- **STUDY MATERIAL**
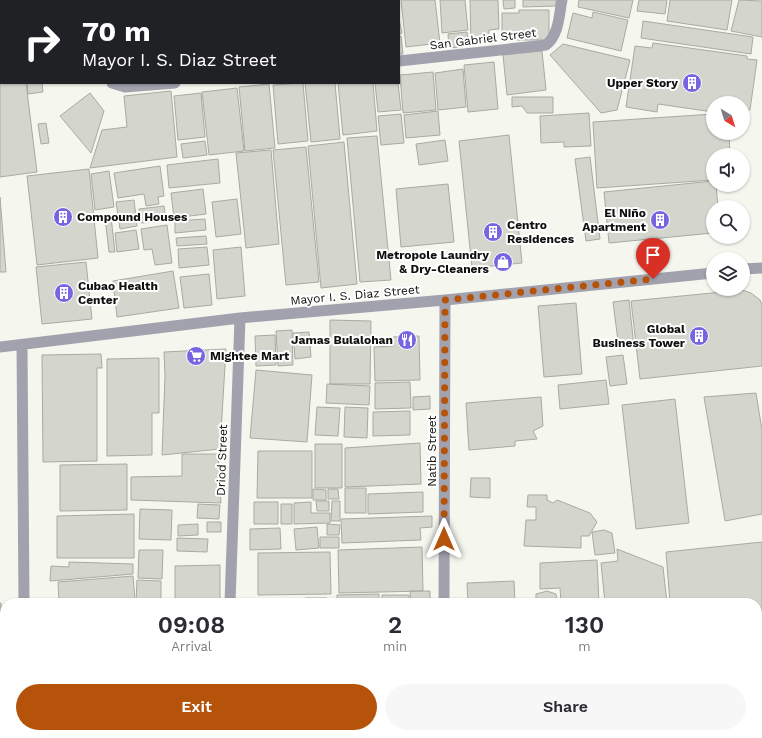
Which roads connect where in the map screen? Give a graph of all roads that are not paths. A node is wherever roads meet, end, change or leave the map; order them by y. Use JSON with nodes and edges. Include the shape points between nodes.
{"nodes":[{"id":1,"x":562,"y":0,"type":"edge"},
{"id":2,"x":400,"y":61,"type":"edge"},
{"id":3,"x":115,"y":84,"type":"edge"},
{"id":4,"x":162,"y":84,"type":"edge"},
{"id":5,"x":762,"y":268,"type":"edge"},
{"id":6,"x":750,"y":269,"type":"edge"},
{"id":7,"x":706,"y":273,"type":"edge"},
{"id":8,"x":445,"y":300,"type":"junction"},
{"id":9,"x":240,"y":318,"type":"junction"},
{"id":10,"x":22,"y":344,"type":"junction"},
{"id":11,"x":0,"y":347,"type":"edge"},
{"id":12,"x":24,"y":598,"type":"edge"},
{"id":13,"x":230,"y":598,"type":"edge"},
{"id":14,"x":444,"y":598,"type":"edge"}],
"edges":[{"from":1,"to":2,"type":"street","name":"San Gabriel Street","via":[[556,32],[546,45]]},
{"from":3,"to":4,"type":"street","via":[[125,87]]},
{"from":5,"to":6,"type":"street"},
{"from":7,"to":8,"type":"street","name":"Mayor I. S. Diaz Street"},
{"from":8,"to":9,"type":"street","name":"Mayor I. S. Diaz Street"},
{"from":8,"to":14,"type":"street","name":"Natib Street"},
{"from":9,"to":10,"type":"street","name":"Mayor I. S. Diaz Street"},
{"from":9,"to":13,"type":"street","name":"Driod Street"},
{"from":10,"to":11,"type":"street","name":"Mayor I. S. Diaz Street"},
{"from":10,"to":12,"type":"street"}]}
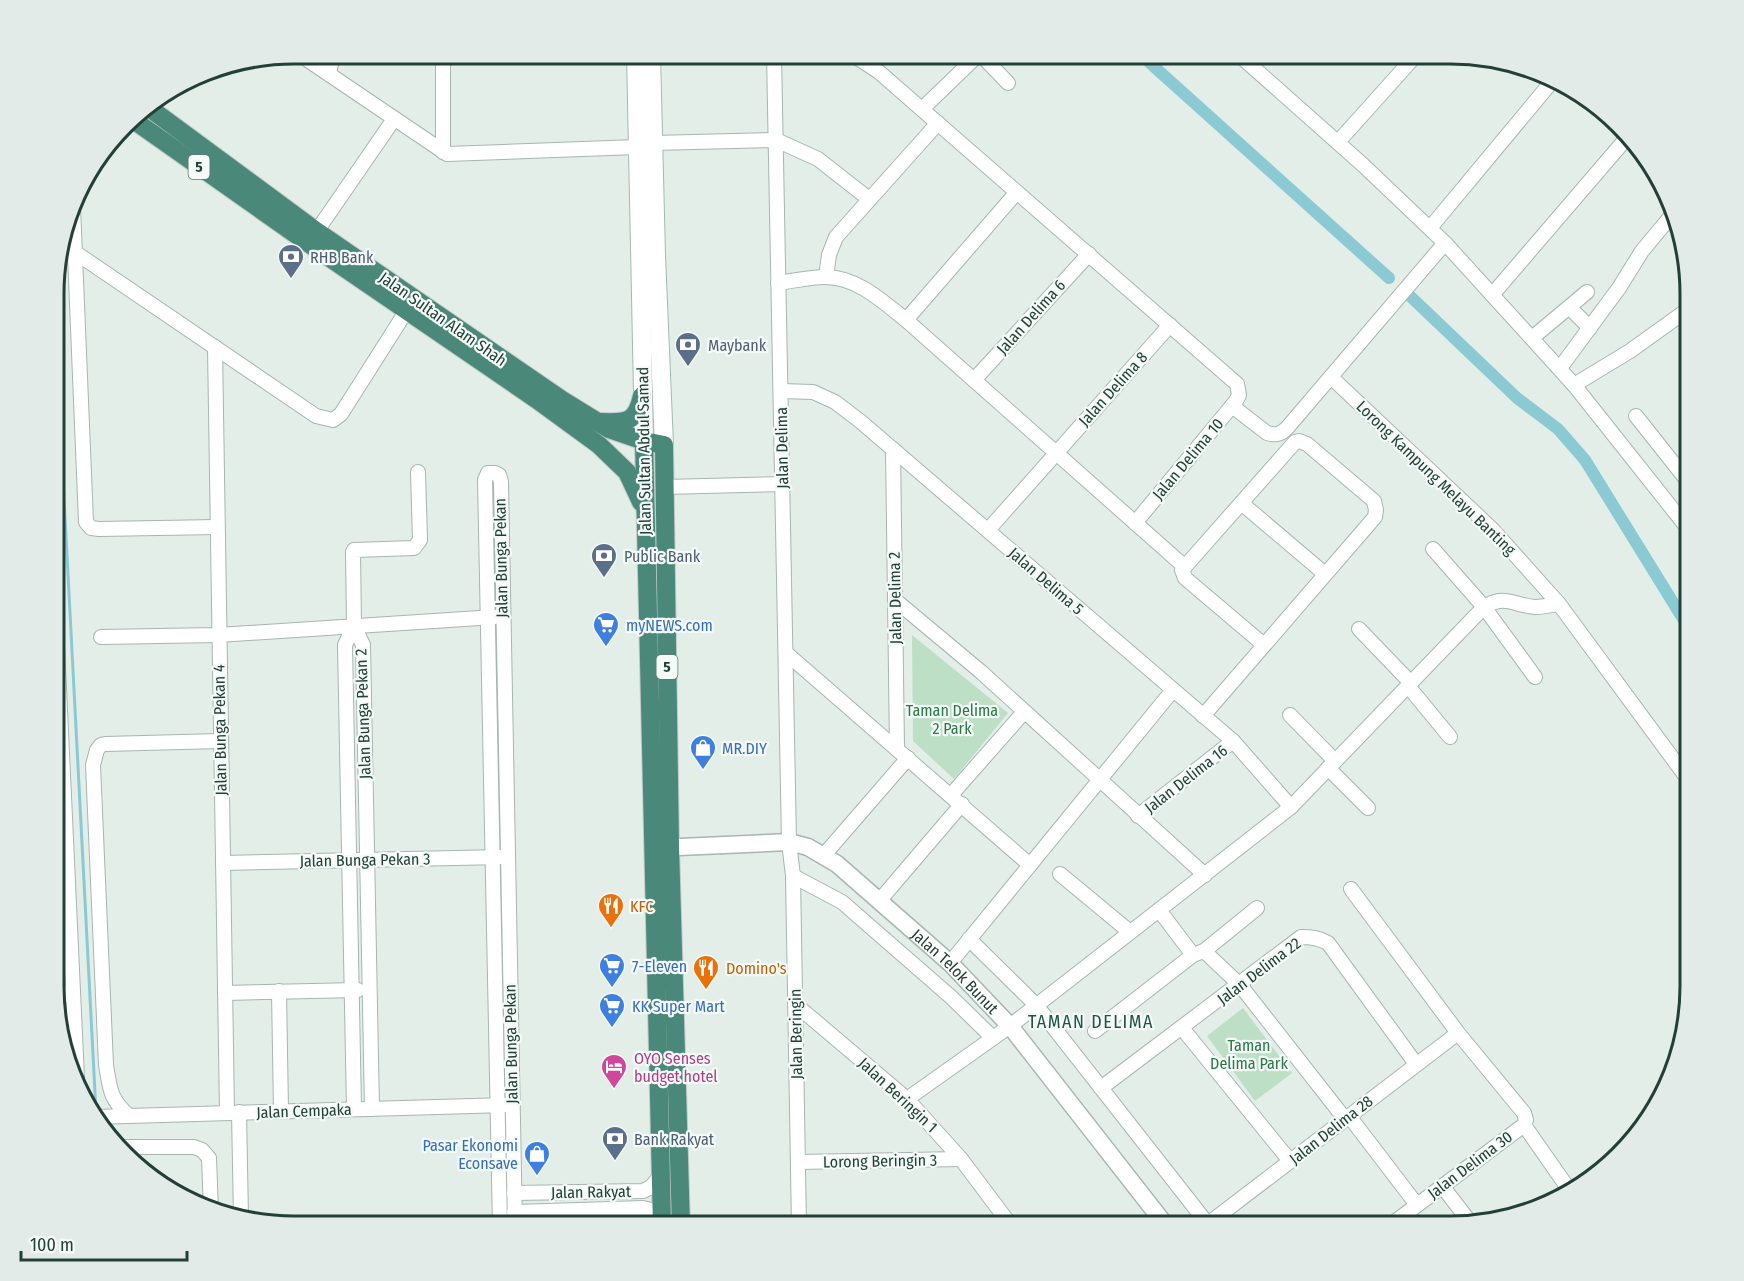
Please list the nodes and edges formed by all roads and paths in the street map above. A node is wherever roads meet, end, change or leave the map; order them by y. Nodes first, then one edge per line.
1 (314, 64) edge
2 (331, 64) edge
3 (443, 64) edge
4 (637, 64) edge
5 (650, 64) edge
6 (774, 64) edge
7 (867, 64) edge
8 (969, 64) edge
9 (990, 64) edge
10 (1249, 64) edge
11 (1408, 64) edge
12 (329, 74) junction
13 (1008, 83) dead end
14 (1548, 87) edge
15 (922, 109) junction
16 (155, 112) edge
17 (394, 118) junction
18 (938, 123) junction
19 (140, 124) edge
20 (776, 140) junction
21 (1338, 142) junction
22 (1622, 143) edge
23 (645, 145) junction
24 (443, 152) junction
25 (1017, 192) junction
26 (869, 199) junction
27 (1667, 221) edge
28 (74, 228) edge
29 (1430, 228) junction
30 (312, 237) junction
31 (1445, 243) junction
32 (76, 253) junction
33 (1089, 254) junction
34 (826, 277) junction
35 (778, 283) junction
36 (1587, 292) dead end
37 (1492, 295) junction
38 (1570, 308) junction
39 (407, 310) junction
40 (1680, 315) edge
41 (906, 320) junction
42 (1170, 325) junction
43 (1590, 328) junction
44 (1532, 338) junction
45 (214, 347) junction
46 (1560, 368) junction
47 (1331, 377) junction
48 (974, 380) junction
49 (1574, 385) junction
50 (781, 391) junction
51 (642, 396) junction
52 (1236, 401) junction
53 (1636, 416) dead end
54 (594, 422) junction
55 (644, 441) junction
56 (599, 445) junction
57 (664, 445) junction
58 (893, 448) junction
59 (1056, 453) junction
60 (644, 460) junction
61 (664, 465) junction
62 (418, 472) dead end
63 (1680, 472) edge
64 (782, 484) junction
65 (665, 487) junction
66 (1246, 507) dead end
67 (645, 512) junction
68 (1680, 520) edge
69 (1135, 523) junction
70 (217, 527) junction
71 (987, 530) junction
72 (1433, 549) dead end
73 (1185, 567) junction
74 (1325, 574) junction
75 (895, 600) junction
76 (1559, 604) junction
77 (1484, 607) junction
78 (495, 617) junction
79 (354, 626) junction
80 (1359, 630) dead end
81 (219, 635) junction
82 (101, 637) dead end
83 (1264, 645) junction
84 (786, 653) junction
85 (1536, 677) dead end
86 (1409, 684) junction
87 (1173, 690) junction
88 (1024, 712) junction
89 (1290, 715) dead end
90 (1203, 716) junction
91 (1450, 737) dead end
92 (220, 741) junction
93 (1233, 741) junction
94 (902, 753) junction
95 (1331, 765) junction
96 (1680, 770) edge
97 (1099, 780) junction
98 (956, 799) junction
99 (1291, 807) junction
100 (1368, 808) dead end
101 (1138, 816) junction
102 (789, 842) junction
103 (661, 848) junction
104 (824, 855) junction
105 (500, 858) junction
106 (367, 860) junction
107 (349, 861) junction
108 (223, 863) junction
109 (1030, 865) junction
110 (1060, 874) dead end
111 (1205, 875) junction
112 (793, 876) junction
113 (1351, 889) dead end
114 (880, 900) junction
115 (1257, 908) dead end
116 (1159, 910) junction
117 (64, 930) edge
118 (1130, 932) junction
119 (969, 939) junction
120 (1198, 953) junction
121 (950, 963) junction
122 (1240, 985) junction
123 (369, 989) junction
124 (351, 990) junction
125 (279, 991) junction
126 (225, 993) junction
127 (65, 994) edge
128 (73, 994) junction
129 (795, 1004) junction
130 (1036, 1005) junction
131 (1010, 1026) junction
132 (1182, 1028) junction
133 (1095, 1031) dead end
134 (1458, 1033) junction
135 (993, 1038) junction
136 (76, 1057) edge
137 (1416, 1064) junction
138 (1101, 1088) junction
139 (907, 1098) junction
140 (505, 1106) junction
141 (354, 1109) junction
142 (372, 1109) junction
143 (281, 1111) junction
144 (233, 1112) junction
145 (128, 1115) junction
146 (105, 1116) edge
147 (1347, 1117) junction
148 (1524, 1125) junction
149 (130, 1147) edge
150 (961, 1159) junction
151 (1290, 1161) junction
152 (798, 1162) junction
153 (660, 1175) junction
154 (1565, 1185) edge
155 (1442, 1186) junction
156 (514, 1193) junction
157 (211, 1200) edge
158 (1417, 1205) junction
159 (240, 1210) edge
160 (514, 1212) junction
161 (500, 1216) edge
162 (514, 1216) edge
163 (656, 1216) edge
164 (662, 1216) edge
165 (680, 1216) edge
166 (799, 1216) edge
167 (1004, 1216) edge
168 (1158, 1216) edge
169 (1200, 1216) edge
170 (1221, 1216) edge
171 (1402, 1216) edge
172 (1465, 1216) edge

1 - 12 street
2 - 12 street
3 - 24 street
4 - 23 main road, Jalan Sultan Abdul Samad
5 - 23 main road, Jalan Sultan Abdul Samad
6 - 20 street, Jalan Delima
7 - 15 street
8 - 15 street
9 - 13 street
10 - 21 street
11 - 21 street
12 - 17 street
14 - 29 street
15 - 18 street
16 - 30 highway, Jalan Sultan Alam Shah / 5
17 - 24 street
17 - 30 street
18 - 25 street
18 - 26 street
19 - 30 highway, Jalan Sultan Alam Shah / 5
20 - 23 street
20 - 26 street
20 - 35 street, Jalan Delima
21 - 29 street
22 - 37 street
23 - 24 street
23 - 51 main road, Jalan Sultan Abdul Samad
23 - 57 main road, Jalan Sultan Abdul Samad
25 - 33 street
25 - 41 street
26 - 34 street
27 - 43 street
28 - 32 street
29 - 31 street
30 - 39 highway, Jalan Sultan Alam Shah / 5
30 - 54 highway, Jalan Sultan Alam Shah / 5
31 - 37 street
31 - 47 street
32 - 45 street
32 - 70 street
33 - 42 street
33 - 48 street, Jalan Delima 6
34 - 35 street
34 - 41 street
35 - 50 street, Jalan Delima
36 - 38 street
37 - 44 street
38 - 43 street
38 - 44 street
39 - 45 street
39 - 56 highway, Jalan Sultan Alam Shah / 5
40 - 49 street
41 - 48 street
42 - 52 street
42 - 59 street, Jalan Delima 8
43 - 46 street
44 - 46 street
45 - 70 street, Jalan Bunga Pekan 4
46 - 49 street
47 - 52 street
47 - 76 street, Lorong Kampung Melayu Banting
48 - 59 street
49 - 68 street
50 - 58 street, Jalan Delima 5
50 - 64 street, Jalan Delima
51 - 54 highway
51 - 55 main road, Jalan Sultan Abdul Samad
52 - 69 street, Jalan Delima 10
53 - 63 street
54 - 55 highway, Jalan Sultan Alam Shah / 5
55 - 57 highway, Jalan Sultan Alam Shah / 5
55 - 60 highway, Jalan Sultan Abdul Samad / 5
56 - 60 highway, 5
56 - 67 highway
57 - 61 highway, Jalan Sultan Abdul Samad / 5
58 - 71 street, Jalan Delima 5
58 - 75 street, Jalan Delima 2
59 - 69 street
59 - 71 street, Jalan Delima 8
60 - 61 highway, 5
60 - 67 highway, Jalan Sultan Abdul Samad / 5
61 - 65 highway, Jalan Sultan Abdul Samad / 5
62 - 79 street
64 - 65 street
64 - 84 street, Jalan Delima
65 - 103 highway, Jalan Sultan Abdul Samad / 5
66 - 74 street
67 - 103 highway, Jalan Sultan Abdul Samad / 5
69 - 73 street
70 - 81 street, Jalan Bunga Pekan 4
71 - 87 street, Jalan Delima 5
72 - 77 street
73 - 74 street
73 - 83 street
74 - 83 street
75 - 88 street
75 - 94 street, Jalan Delima 2
76 - 77 street
76 - 96 street, Lorong Kampung Melayu Banting
77 - 85 street
77 - 86 street
78 - 78 street, Jalan Bunga Pekan
78 - 79 street
78 - 105 street, Jalan Bunga Pekan
79 - 81 street
79 - 106 street, Jalan Bunga Pekan 2
79 - 107 street, Jalan Bunga Pekan 2
80 - 86 street
81 - 82 street
81 - 92 street, Jalan Bunga Pekan 4
83 - 90 street
84 - 94 street
84 - 102 street, Jalan Delima
86 - 91 street
86 - 95 street
87 - 90 street, Jalan Delima 5
87 - 97 street
88 - 97 street
88 - 98 street
89 - 95 street
90 - 93 street, Jalan Delima 5
92 - 108 street, Jalan Bunga Pekan 4
92 - 145 street
93 - 99 street, Jalan Delima 5
93 - 101 street, Jalan Delima 16
94 - 98 street
94 - 104 street
95 - 99 street
95 - 100 street
97 - 101 street
97 - 109 street
98 - 109 street
98 - 114 street
99 - 111 street
101 - 111 street
102 - 103 street, Jalan Telok Bunut
102 - 104 street, Jalan Telok Bunut
102 - 112 street, Jalan Beringin
103 - 153 highway, 5
103 - 165 highway, 5
104 - 114 street, Jalan Telok Bunut
105 - 106 street, Jalan Bunga Pekan 3
105 - 140 street, Jalan Bunga Pekan
106 - 107 street, Jalan Bunga Pekan 3
106 - 123 street, Jalan Bunga Pekan 2
107 - 108 street, Jalan Bunga Pekan 3
107 - 124 street, Jalan Bunga Pekan 2
108 - 126 street, Jalan Bunga Pekan 4
109 - 119 street
110 - 118 street
111 - 116 street
112 - 129 street, Jalan Beringin
112 - 135 street
113 - 134 street
114 - 121 street, Jalan Telok Bunut
115 - 120 street
116 - 118 street
116 - 120 street
117 - 128 street
118 - 130 street
119 - 121 street
119 - 130 street
120 - 122 street
120 - 133 street
121 - 131 street, Jalan Telok Bunut
122 - 132 street, Jalan Delima 22
122 - 137 street, Jalan Delima 22
122 - 147 street
123 - 124 street
123 - 142 street, Jalan Bunga Pekan 2
124 - 125 street
124 - 141 street, Jalan Bunga Pekan 2
125 - 126 street
125 - 143 street
126 - 144 street, Jalan Bunga Pekan 4
127 - 128 street
128 - 136 street
129 - 139 street, Jalan Beringin 1
129 - 152 street, Jalan Beringin
130 - 131 street
130 - 138 street
131 - 135 street
131 - 168 street, Jalan Telok Bunut
132 - 138 street, Jalan Delima 22
132 - 151 street
134 - 137 street, Jalan Delima 28
134 - 148 street
135 - 139 street
137 - 147 street, Jalan Delima 28
138 - 169 street
139 - 150 street, Jalan Beringin 1
140 - 142 street, Jalan Cempaka
140 - 156 street, Jalan Bunga Pekan
140 - 161 street, Jalan Bunga Pekan
141 - 142 street, Jalan Cempaka
141 - 143 street, Jalan Cempaka
143 - 144 street, Jalan Cempaka
144 - 145 street, Jalan Cempaka
144 - 159 street, Jalan Bunga Pekan 4
145 - 146 street, Jalan Cempaka
147 - 151 street, Jalan Delima 28
147 - 158 street
148 - 154 street
148 - 155 street, Jalan Delima 30
149 - 157 street
150 - 152 street, Lorong Beringin 3
150 - 167 street, Jalan Beringin 1
151 - 170 street, Jalan Delima 28
152 - 166 street, Jalan Beringin
153 - 156 street, Jalan Rakyat
153 - 164 highway, 5
155 - 158 street, Jalan Delima 30
155 - 172 street
156 - 160 street, Jalan Bunga Pekan
158 - 171 street, Jalan Delima 30
160 - 162 street, Jalan Bunga Pekan
160 - 163 street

- **PROBLEM DESCRIPTION**
Tell how many lines of the entries above include "Samad". The answer should be the number and nothing more.

- **ANSWER AREA**
11